* _Task details_: An exact copy of the listing is what is needed here; write it out in full.

* _Data for review_:
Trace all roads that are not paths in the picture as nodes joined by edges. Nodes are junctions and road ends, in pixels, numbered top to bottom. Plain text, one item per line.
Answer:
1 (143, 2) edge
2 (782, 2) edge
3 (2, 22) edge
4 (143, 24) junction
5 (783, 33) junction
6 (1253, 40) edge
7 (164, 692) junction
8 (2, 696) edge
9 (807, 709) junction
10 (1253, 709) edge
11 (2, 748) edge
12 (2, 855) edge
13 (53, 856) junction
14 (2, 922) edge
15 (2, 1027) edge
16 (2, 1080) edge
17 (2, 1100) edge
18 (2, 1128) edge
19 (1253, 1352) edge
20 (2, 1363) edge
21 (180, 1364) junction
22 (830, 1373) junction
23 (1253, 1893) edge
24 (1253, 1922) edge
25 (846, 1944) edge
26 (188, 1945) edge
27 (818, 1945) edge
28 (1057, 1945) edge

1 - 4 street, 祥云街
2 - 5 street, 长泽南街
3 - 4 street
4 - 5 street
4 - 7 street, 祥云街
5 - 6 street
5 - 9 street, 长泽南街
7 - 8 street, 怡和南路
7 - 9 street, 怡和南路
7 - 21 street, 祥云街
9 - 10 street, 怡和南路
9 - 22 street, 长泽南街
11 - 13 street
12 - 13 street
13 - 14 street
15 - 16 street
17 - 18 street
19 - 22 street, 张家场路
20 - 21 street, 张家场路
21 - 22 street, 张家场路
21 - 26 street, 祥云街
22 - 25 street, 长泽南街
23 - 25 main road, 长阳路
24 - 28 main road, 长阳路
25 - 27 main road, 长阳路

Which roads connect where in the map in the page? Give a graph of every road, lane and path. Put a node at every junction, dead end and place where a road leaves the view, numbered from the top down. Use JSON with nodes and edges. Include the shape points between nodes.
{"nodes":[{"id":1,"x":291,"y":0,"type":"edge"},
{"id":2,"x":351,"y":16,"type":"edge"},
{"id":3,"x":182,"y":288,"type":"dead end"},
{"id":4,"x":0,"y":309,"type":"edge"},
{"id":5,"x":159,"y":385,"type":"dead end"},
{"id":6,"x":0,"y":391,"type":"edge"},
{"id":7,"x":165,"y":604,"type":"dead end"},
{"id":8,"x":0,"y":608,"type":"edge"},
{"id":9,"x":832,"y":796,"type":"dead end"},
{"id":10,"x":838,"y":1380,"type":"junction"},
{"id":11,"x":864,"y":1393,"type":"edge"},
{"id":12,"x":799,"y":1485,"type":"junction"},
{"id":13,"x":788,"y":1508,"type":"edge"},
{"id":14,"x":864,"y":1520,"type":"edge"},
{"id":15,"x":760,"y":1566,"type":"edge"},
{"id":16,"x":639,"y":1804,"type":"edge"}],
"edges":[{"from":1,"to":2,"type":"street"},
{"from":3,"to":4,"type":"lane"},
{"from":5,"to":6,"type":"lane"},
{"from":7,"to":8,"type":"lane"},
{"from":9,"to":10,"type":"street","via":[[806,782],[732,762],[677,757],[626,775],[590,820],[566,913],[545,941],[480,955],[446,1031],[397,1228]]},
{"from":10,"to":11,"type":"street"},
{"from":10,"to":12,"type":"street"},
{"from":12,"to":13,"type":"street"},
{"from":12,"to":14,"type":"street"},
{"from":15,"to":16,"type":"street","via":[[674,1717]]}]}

* _Final answer_:
Trace all roads that are not paths in the picture as nodes joined by edges. Nodes are junctions and road ends, in pixels, numbered top to bottom. Plain text, one item per line.
Answer:
1 (143, 2) edge
2 (782, 2) edge
3 (2, 22) edge
4 (143, 24) junction
5 (783, 33) junction
6 (1253, 40) edge
7 (164, 692) junction
8 (2, 696) edge
9 (807, 709) junction
10 (1253, 709) edge
11 (2, 748) edge
12 (2, 855) edge
13 (53, 856) junction
14 (2, 922) edge
15 (2, 1027) edge
16 (2, 1080) edge
17 (2, 1100) edge
18 (2, 1128) edge
19 (1253, 1352) edge
20 (2, 1363) edge
21 (180, 1364) junction
22 (830, 1373) junction
23 (1253, 1893) edge
24 (1253, 1922) edge
25 (846, 1944) edge
26 (188, 1945) edge
27 (818, 1945) edge
28 (1057, 1945) edge

1 - 4 street, 祥云街
2 - 5 street, 长泽南街
3 - 4 street
4 - 5 street
4 - 7 street, 祥云街
5 - 6 street
5 - 9 street, 长泽南街
7 - 8 street, 怡和南路
7 - 9 street, 怡和南路
7 - 21 street, 祥云街
9 - 10 street, 怡和南路
9 - 22 street, 长泽南街
11 - 13 street
12 - 13 street
13 - 14 street
15 - 16 street
17 - 18 street
19 - 22 street, 张家场路
20 - 21 street, 张家场路
21 - 22 street, 张家场路
21 - 26 street, 祥云街
22 - 25 street, 长泽南街
23 - 25 main road, 长阳路
24 - 28 main road, 长阳路
25 - 27 main road, 长阳路

Which roads connect where in the map in the page? Give a graph of every road, lane and path. Put a node at every junction, dead end and place where a road leaves the view, numbered from the top down. Use JSON with nodes and edges. Include the shape points between nodes.
{"nodes":[{"id":1,"x":291,"y":0,"type":"edge"},
{"id":2,"x":351,"y":16,"type":"edge"},
{"id":3,"x":182,"y":288,"type":"dead end"},
{"id":4,"x":0,"y":309,"type":"edge"},
{"id":5,"x":159,"y":385,"type":"dead end"},
{"id":6,"x":0,"y":391,"type":"edge"},
{"id":7,"x":165,"y":604,"type":"dead end"},
{"id":8,"x":0,"y":608,"type":"edge"},
{"id":9,"x":832,"y":796,"type":"dead end"},
{"id":10,"x":838,"y":1380,"type":"junction"},
{"id":11,"x":864,"y":1393,"type":"edge"},
{"id":12,"x":799,"y":1485,"type":"junction"},
{"id":13,"x":788,"y":1508,"type":"edge"},
{"id":14,"x":864,"y":1520,"type":"edge"},
{"id":15,"x":760,"y":1566,"type":"edge"},
{"id":16,"x":639,"y":1804,"type":"edge"}],
"edges":[{"from":1,"to":2,"type":"street"},
{"from":3,"to":4,"type":"lane"},
{"from":5,"to":6,"type":"lane"},
{"from":7,"to":8,"type":"lane"},
{"from":9,"to":10,"type":"street","via":[[806,782],[732,762],[677,757],[626,775],[590,820],[566,913],[545,941],[480,955],[446,1031],[397,1228]]},
{"from":10,"to":11,"type":"street"},
{"from":10,"to":12,"type":"street"},
{"from":12,"to":13,"type":"street"},
{"from":12,"to":14,"type":"street"},
{"from":15,"to":16,"type":"street","via":[[674,1717]]}]}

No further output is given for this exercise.